Use CommonJS modules to define dependencies.

Expose something from within a file by assigning it to module.exports, e.g.:

module.exports = {
    someFunction: function(){
        ...
    },
    banter: function(){},
    joe: 'sucks'
}

Depend on javascript files by requiring their paths: someModule = require('./somedir/someModule.js')

Use npm for external dependencies. It has tons of native packages and still allows you to pull in arbritary git repos etc. package.json defines your external dependencies. Run npm init to generate this.

Then, you can run npm install somepackage --save and it will automatically be added to your package.json and downloaded, e.g.:

devDependencies: {
    "jasmine-node": "git://github.com/mhevery/jasmine-node.git#Jasmine2.0",
    "jshint": "^2.5.6",
    "less": "~1.7.5",
},
"dependencies": {
    "react": "^0.11.0"
},

var React = require('react'); pulls in the react module from within the node_modules directory.

Transpilers

I like writing in CoffeeScript and LESS, and React is much prettier with inline JSX, so I use a CJSX transformer too.

Use Webpack to handle transpiling and delivering files to the browser. The guys who invented React use webpack, so if it's good enough for them, it's good enough for me. All configuration is done in a webpack.config.js file placed in the root of your project. e.g.

var webpack = require('webpack');

module.exports = {
    entry: './Root.cjsx',
    output: {
        filename: 'bundle.js',
    },
    module: {
        loaders: [
             { test: /\.cjsx$/, loaders: ['coffee-loader', 'cjsx-loader']},
             { test: /\.coffee$/, loaders: ['coffee-loader']},
             { test: /\.less$/, loaders: ['style-loader', 'css-loader', 'less-loader'] }
         ]
    }
};

npm install -g webpack

The loaders array tells webpack how to handle different require paths.
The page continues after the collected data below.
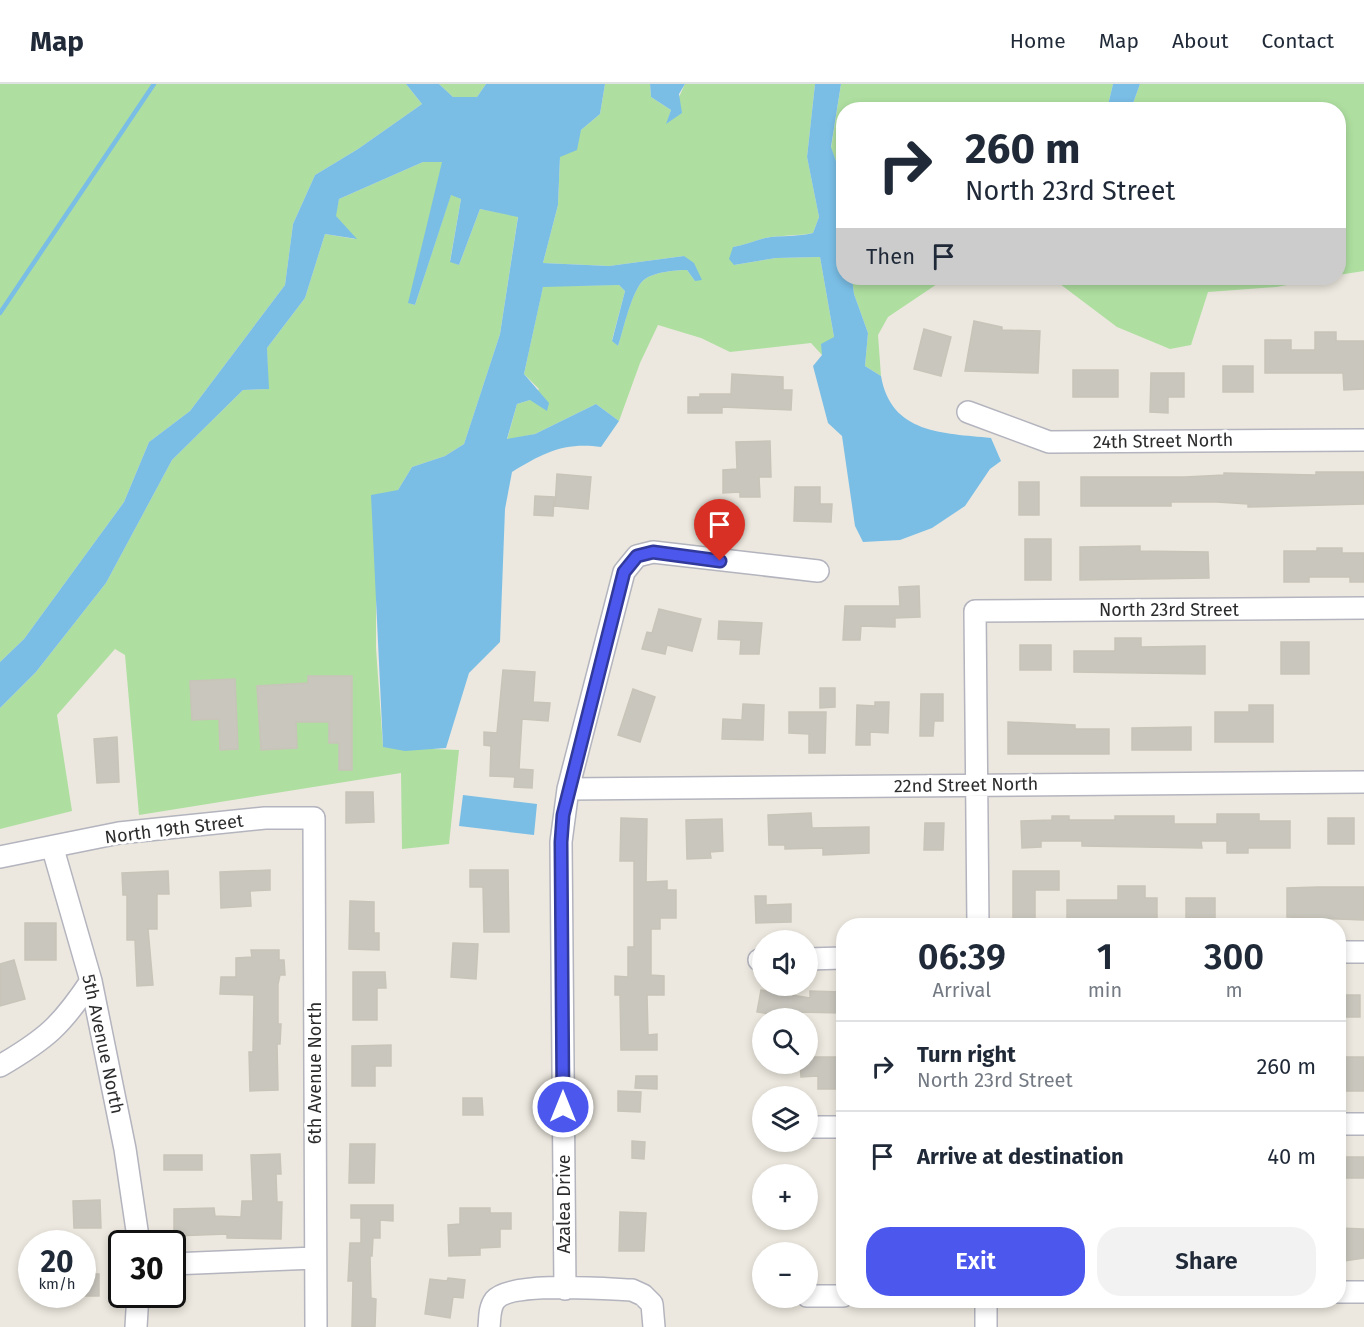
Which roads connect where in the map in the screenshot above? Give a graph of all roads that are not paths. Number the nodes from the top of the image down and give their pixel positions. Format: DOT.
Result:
graph roads {
  1 [pos="968,412"];
  2 [pos="1364,440"];
  3 [pos="818,571"];
  4 [pos="1364,609"];
  5 [pos="1364,782"];
  6 [pos="977,785"];
  7 [pos="568,789"];
  8 [pos="314,818"];
  9 [pos="53,849"];
  10 [pos="0,857"];
  11 [pos="978,918"];
  12 [pos="1346,952"];
  13 [pos="1364,952"];
  14 [pos="836,958"];
  15 [pos="818,959"];
  16 [pos="91,981"];
  17 [pos="0,1066"];
  18 [pos="1346,1124"];
  19 [pos="1364,1124"];
  20 [pos="818,1127"];
  21 [pos="836,1127"];
  22 [pos="137,1230"];
  23 [pos="315,1258"];
  24 [pos="186,1263"];
  25 [pos="565,1289"];
  26 [pos="1346,1292"];
  27 [pos="1364,1292"];
  28 [pos="818,1296"];
  29 [pos="836,1296"];
  30 [pos="137,1308"];
  31 [pos="986,1308"];
  32 [pos="136,1327"];
  33 [pos="316,1327"];
  34 [pos="489,1327"];
  35 [pos="654,1327"];
  36 [pos="986,1327"];
  1 -- 2 [label="street, 24th Street North"];
  3 -- 7 [label="street, Azalea Drive"];
  4 -- 6 [label="street, North 23rd Street"];
  5 -- 6 [label="street, 22nd Street North"];
  6 -- 7 [label="street, 22nd Street North"];
  6 -- 11 [label="street"];
  7 -- 25 [label="street, Azalea Drive"];
  8 -- 9 [label="street, North 19th Street"];
  8 -- 23 [label="street, 6th Avenue North"];
  9 -- 10 [label="street, North 19th Street"];
  9 -- 16 [label="street, 5th Avenue North"];
  12 -- 13 [label="street"];
  14 -- 15 [label="street"];
  16 -- 17 [label="street"];
  16 -- 22 [label="street, 5th Avenue North"];
  18 -- 19 [label="street"];
  20 -- 21 [label="street"];
  23 -- 24 [label="street"];
  23 -- 33 [label="street, 6th Avenue North"];
  25 -- 34 [label="street"];
  25 -- 35 [label="street"];
  26 -- 27 [label="street"];
  28 -- 29 [label="street"];
  30 -- 32 [label="street"];
  31 -- 36 [label="street"];
}
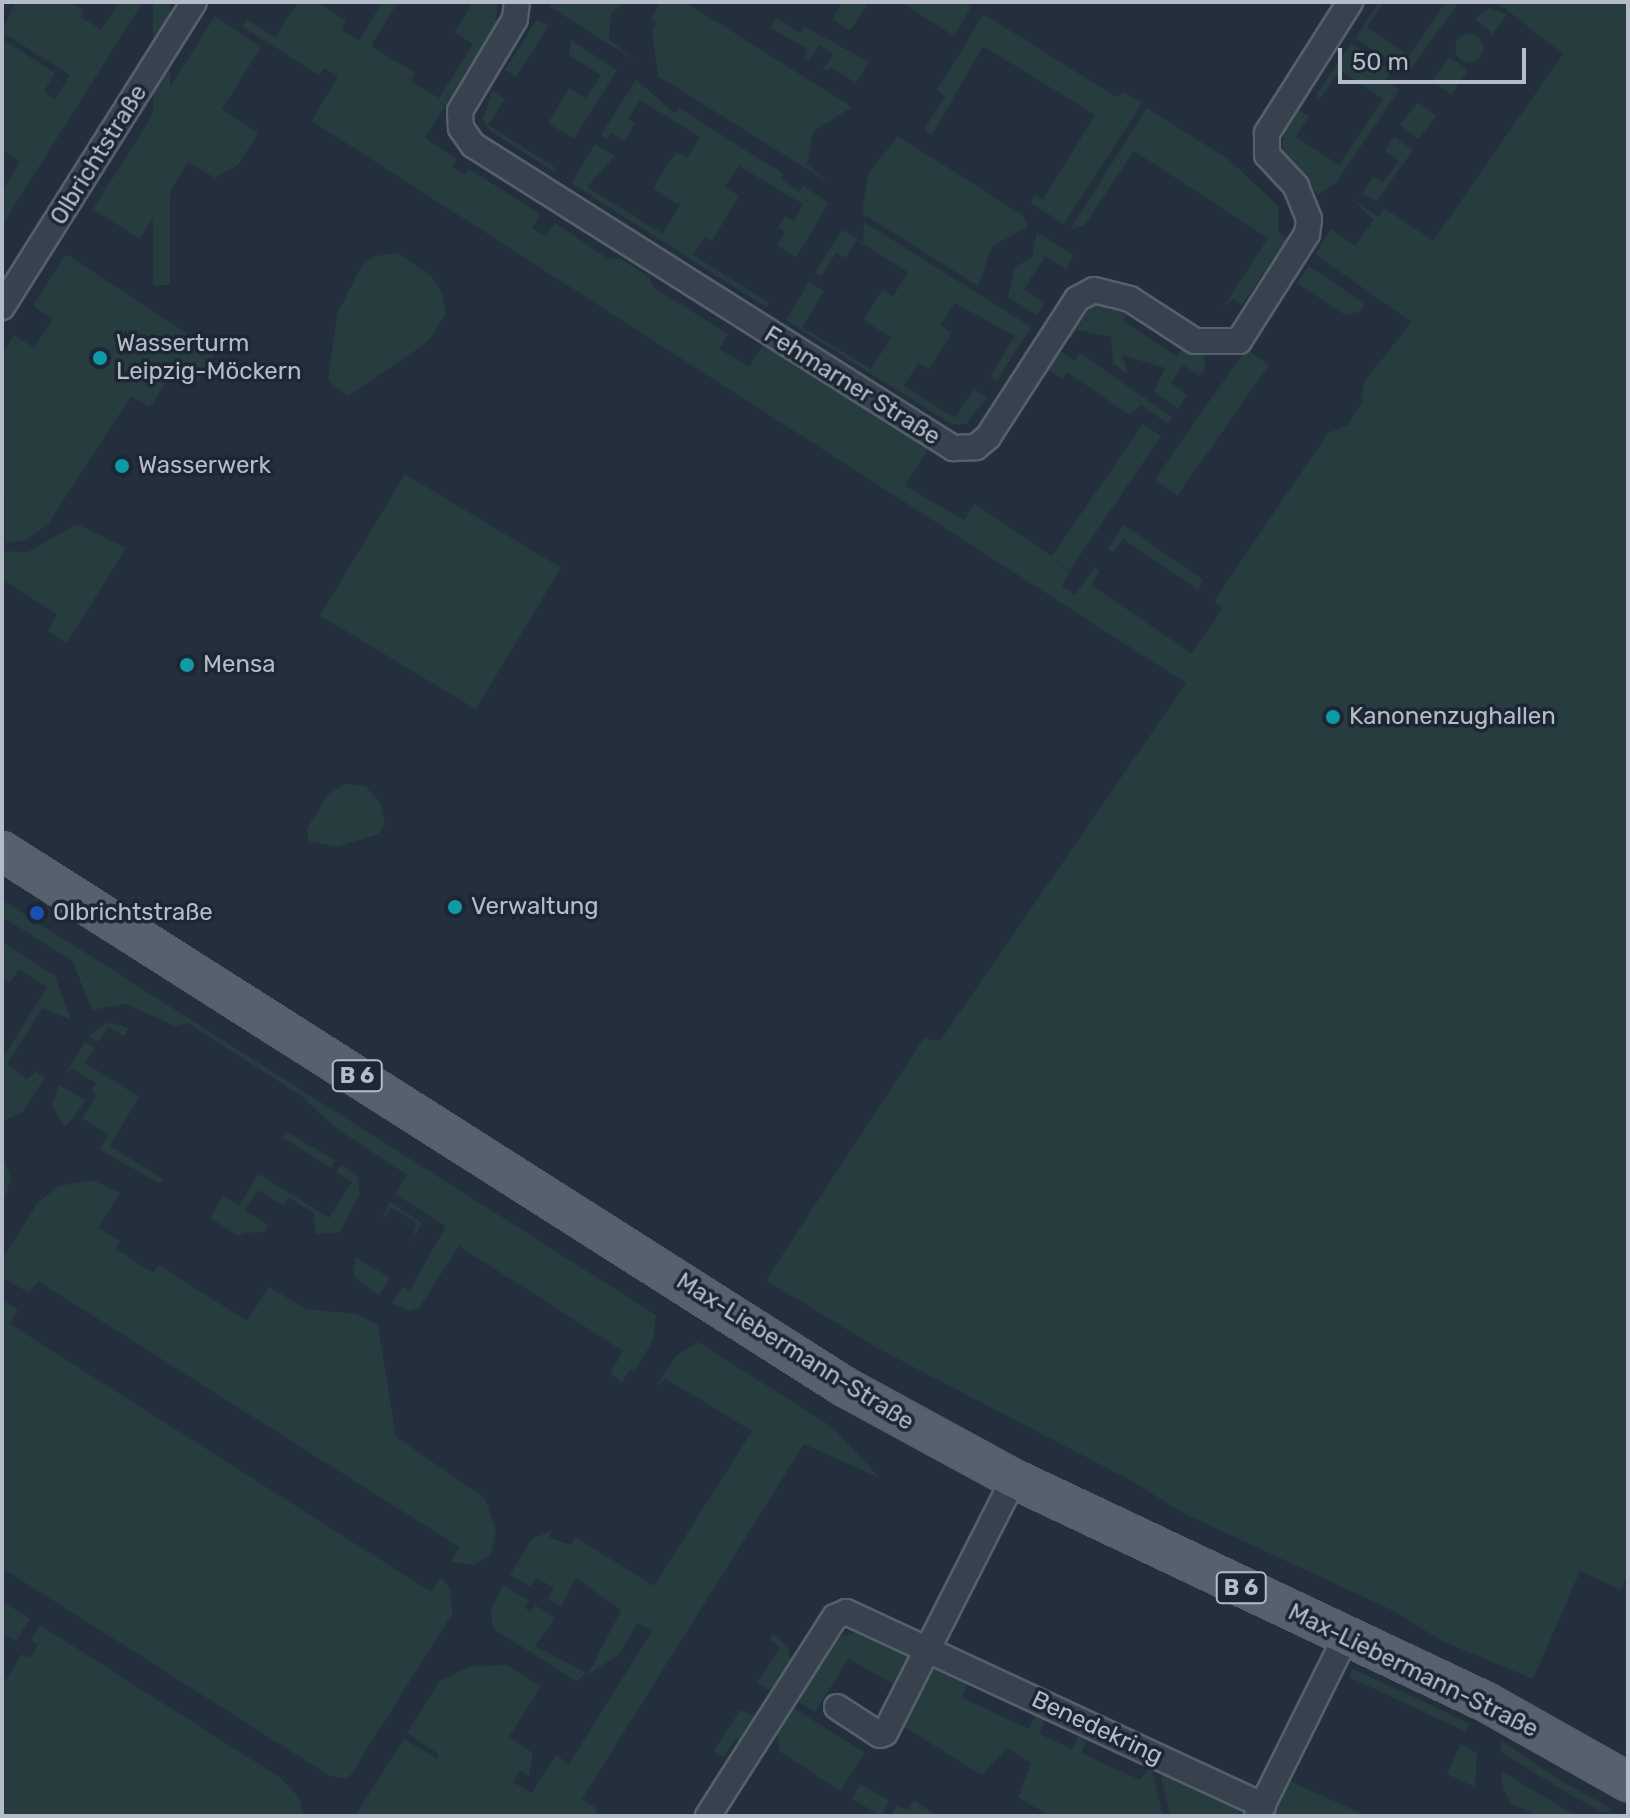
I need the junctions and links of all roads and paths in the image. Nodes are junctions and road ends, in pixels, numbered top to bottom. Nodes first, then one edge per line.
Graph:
1 (194, 2) edge
2 (517, 2) edge
3 (1350, 2) edge
4 (2, 307) edge
5 (2, 851) edge
6 (1014, 1479) junction
7 (1346, 1637) junction
8 (929, 1650) junction
9 (837, 1707) dead end
10 (1628, 1782) edge
11 (1260, 1811) edge
12 (708, 1816) edge

1 - 4 street, Olbrichtstraße
2 - 3 street, Fehmarner Straße
5 - 6 main road, Max-Liebermann-Straße / B 6
6 - 7 main road, Max-Liebermann-Straße / B 6
6 - 8 street
7 - 10 main road, Max-Liebermann-Straße / B 6
7 - 11 street, Benedekring
8 - 9 street
8 - 11 street, Benedekring
8 - 12 street, Benedekring

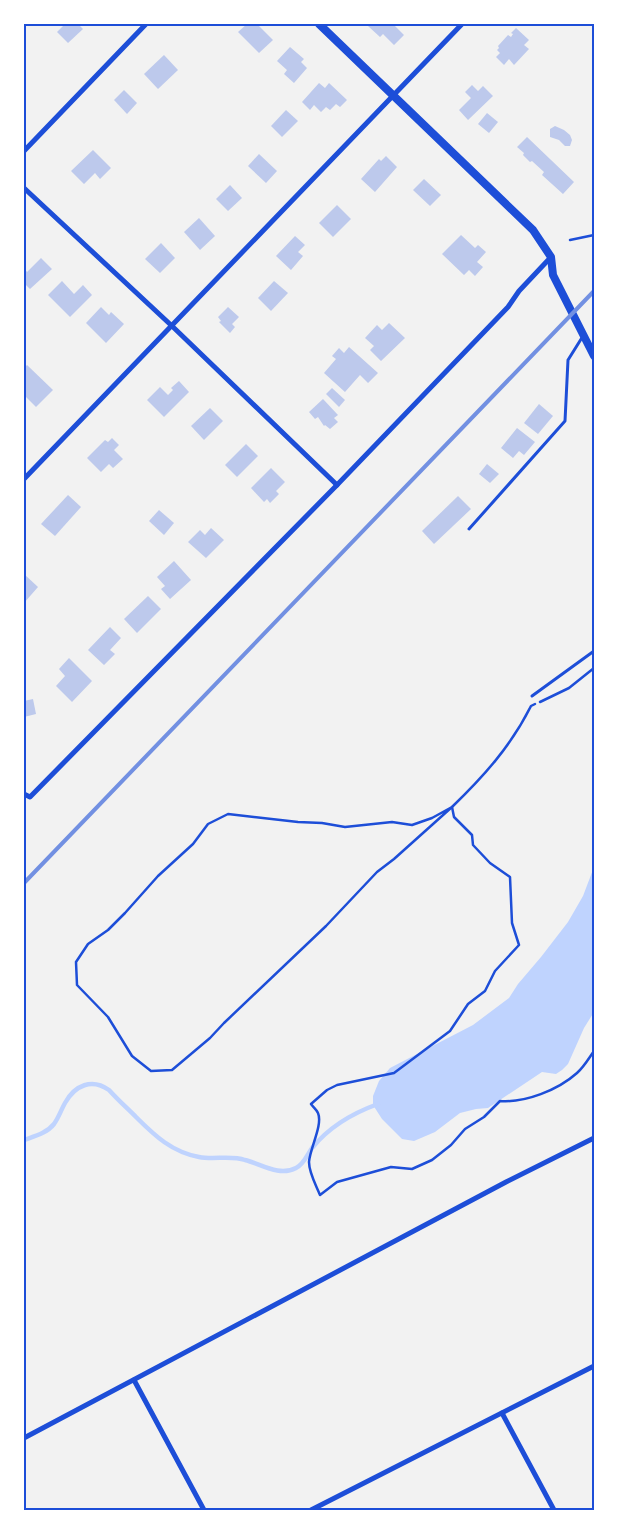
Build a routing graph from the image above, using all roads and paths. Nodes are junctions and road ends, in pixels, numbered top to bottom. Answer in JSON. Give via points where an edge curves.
{"nodes":[{"id":1,"x":146,"y":24,"type":"edge"},
{"id":2,"x":319,"y":24,"type":"edge"},
{"id":3,"x":462,"y":24,"type":"edge"},
{"id":4,"x":393,"y":95,"type":"junction"},
{"id":5,"x":24,"y":152,"type":"edge"},
{"id":6,"x":24,"y":188,"type":"edge"},
{"id":7,"x":594,"y":235,"type":"edge"},
{"id":8,"x":570,"y":240,"type":"dead end"},
{"id":9,"x":552,"y":257,"type":"junction"},
{"id":10,"x":172,"y":326,"type":"junction"},
{"id":11,"x":583,"y":336,"type":"junction"},
{"id":12,"x":594,"y":356,"type":"edge"},
{"id":13,"x":24,"y":479,"type":"edge"},
{"id":14,"x":337,"y":485,"type":"junction"},
{"id":15,"x":469,"y":528,"type":"dead end"},
{"id":16,"x":594,"y":651,"type":"edge"},
{"id":17,"x":594,"y":668,"type":"edge"},
{"id":18,"x":532,"y":696,"type":"dead end"},
{"id":19,"x":27,"y":796,"type":"edge"},
{"id":20,"x":452,"y":807,"type":"junction"},
{"id":21,"x":594,"y":1051,"type":"edge"},
{"id":22,"x":594,"y":1138,"type":"edge"},
{"id":23,"x":594,"y":1366,"type":"edge"},
{"id":24,"x":134,"y":1380,"type":"junction"},
{"id":25,"x":502,"y":1413,"type":"junction"},
{"id":26,"x":24,"y":1438,"type":"edge"},
{"id":27,"x":204,"y":1510,"type":"edge"},
{"id":28,"x":311,"y":1510,"type":"edge"},
{"id":29,"x":554,"y":1510,"type":"edge"}],
"edges":[{"from":1,"to":5,"type":"street"},
{"from":2,"to":4,"type":"street"},
{"from":3,"to":4,"type":"street"},
{"from":4,"to":9,"type":"street","via":[[533,230]]},
{"from":4,"to":10,"type":"street"},
{"from":6,"to":10,"type":"street"},
{"from":7,"to":8,"type":"path"},
{"from":9,"to":11,"type":"street","via":[[553,276]]},
{"from":9,"to":14,"type":"street"},
{"from":10,"to":13,"type":"street"},
{"from":10,"to":14,"type":"street"},
{"from":11,"to":12,"type":"street"},
{"from":11,"to":15,"type":"lane","via":[[568,360],[565,421]]},
{"from":14,"to":19,"type":"street"},
{"from":16,"to":18,"type":"lane"},
{"from":17,"to":20,"type":"path","via":[[570,688],[531,706],[515,737]]},
{"from":20,"to":20,"type":"path","via":[[412,825],[392,822],[345,827],[228,814],[208,824],[193,844],[125,913],[88,944],[76,962],[77,985],[108,1017],[132,1056],[151,1072],[172,1070],[273,978],[376,872]]},
{"from":20,"to":21,"type":"path","via":[[454,817],[472,836],[473,845],[510,877],[512,923],[520,945],[495,971],[486,991],[468,1004],[450,1031],[394,1072],[337,1085],[311,1104],[318,1112],[320,1122],[309,1163],[320,1195],[337,1182],[391,1167],[412,1169],[432,1160],[500,1101],[513,1102],[559,1085],[578,1072]]},
{"from":22,"to":24,"type":"street"},
{"from":23,"to":25,"type":"street"},
{"from":24,"to":26,"type":"street"},
{"from":24,"to":27,"type":"street"},
{"from":25,"to":28,"type":"street"},
{"from":25,"to":29,"type":"street"}]}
For example, if a react component calls require('./Calculator.less') then the file will pass down a pipeline of three loaders:

  • less-loader: compiles less into css
  • css-loader: turns @import and url(...) into require statements
  • style-loader: inserts a <script> tag into the HEAD containing our lovely CSS

Build Pipeline

You can run webpack once to just output a single bundle.js containing everything you need, or you can run webpack --watch -d to watch for changes and include source maps.

Example Projects

Other Cool Things

webpack supports Hot Module Replacement, ie, whenever you save a file, your browser magically updates. This is great for stylesheets, but it also works amazingly with React. You can try out your new UI code without needing to refresh the page and repeat whatever clicks got you into the current state. See https://github.com/gaearon/react-hot-loader for more info.

Webpack also lets you require images and can inline them as base64 strings to save an HTTP request if they're small enough.

Async loading is also possible, but I haven't tried it yet. This would allow you to load up just the scripts required to display the initial view, then load more when the user clicks stuff.